→ Your assignment:
A complete and exact copy of the data below is the task.

→ Saved data entries:
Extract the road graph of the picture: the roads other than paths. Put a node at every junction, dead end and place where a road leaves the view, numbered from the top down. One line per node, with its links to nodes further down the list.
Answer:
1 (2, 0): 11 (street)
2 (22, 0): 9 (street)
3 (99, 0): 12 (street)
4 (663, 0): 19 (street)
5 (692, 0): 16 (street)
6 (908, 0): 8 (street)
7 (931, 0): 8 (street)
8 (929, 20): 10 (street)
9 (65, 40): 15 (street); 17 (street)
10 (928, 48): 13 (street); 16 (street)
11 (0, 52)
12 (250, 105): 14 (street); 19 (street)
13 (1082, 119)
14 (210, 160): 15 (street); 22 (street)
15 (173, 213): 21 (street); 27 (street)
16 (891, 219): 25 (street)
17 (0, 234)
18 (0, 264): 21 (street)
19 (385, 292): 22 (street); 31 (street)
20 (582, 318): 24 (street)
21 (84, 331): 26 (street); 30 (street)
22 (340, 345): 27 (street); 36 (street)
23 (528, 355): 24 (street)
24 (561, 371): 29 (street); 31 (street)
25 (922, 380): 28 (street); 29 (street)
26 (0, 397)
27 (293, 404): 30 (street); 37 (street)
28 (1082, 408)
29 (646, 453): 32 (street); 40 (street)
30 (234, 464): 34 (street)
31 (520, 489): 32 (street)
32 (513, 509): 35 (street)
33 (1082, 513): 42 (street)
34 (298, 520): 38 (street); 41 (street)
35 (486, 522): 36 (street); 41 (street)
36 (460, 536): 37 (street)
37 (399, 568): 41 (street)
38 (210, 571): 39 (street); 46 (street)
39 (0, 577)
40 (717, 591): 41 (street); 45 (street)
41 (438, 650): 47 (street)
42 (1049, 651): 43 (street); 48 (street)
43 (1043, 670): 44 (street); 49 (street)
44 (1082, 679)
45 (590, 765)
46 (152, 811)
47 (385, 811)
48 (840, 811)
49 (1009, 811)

→ Solution to the exercise:
Extract the road graph of the picture: the roads other than paths. Put a node at every junction, dead end and place where a road leaves the view, numbered from the top down. One line per node, with its links to nodes further down the list.
Answer:
1 (2, 0): 11 (street)
2 (22, 0): 9 (street)
3 (99, 0): 12 (street)
4 (663, 0): 19 (street)
5 (692, 0): 16 (street)
6 (908, 0): 8 (street)
7 (931, 0): 8 (street)
8 (929, 20): 10 (street)
9 (65, 40): 15 (street); 17 (street)
10 (928, 48): 13 (street); 16 (street)
11 (0, 52)
12 (250, 105): 14 (street); 19 (street)
13 (1082, 119)
14 (210, 160): 15 (street); 22 (street)
15 (173, 213): 21 (street); 27 (street)
16 (891, 219): 25 (street)
17 (0, 234)
18 (0, 264): 21 (street)
19 (385, 292): 22 (street); 31 (street)
20 (582, 318): 24 (street)
21 (84, 331): 26 (street); 30 (street)
22 (340, 345): 27 (street); 36 (street)
23 (528, 355): 24 (street)
24 (561, 371): 29 (street); 31 (street)
25 (922, 380): 28 (street); 29 (street)
26 (0, 397)
27 (293, 404): 30 (street); 37 (street)
28 (1082, 408)
29 (646, 453): 32 (street); 40 (street)
30 (234, 464): 34 (street)
31 (520, 489): 32 (street)
32 (513, 509): 35 (street)
33 (1082, 513): 42 (street)
34 (298, 520): 38 (street); 41 (street)
35 (486, 522): 36 (street); 41 (street)
36 (460, 536): 37 (street)
37 (399, 568): 41 (street)
38 (210, 571): 39 (street); 46 (street)
39 (0, 577)
40 (717, 591): 41 (street); 45 (street)
41 (438, 650): 47 (street)
42 (1049, 651): 43 (street); 48 (street)
43 (1043, 670): 44 (street); 49 (street)
44 (1082, 679)
45 (590, 765)
46 (152, 811)
47 (385, 811)
48 (840, 811)
49 (1009, 811)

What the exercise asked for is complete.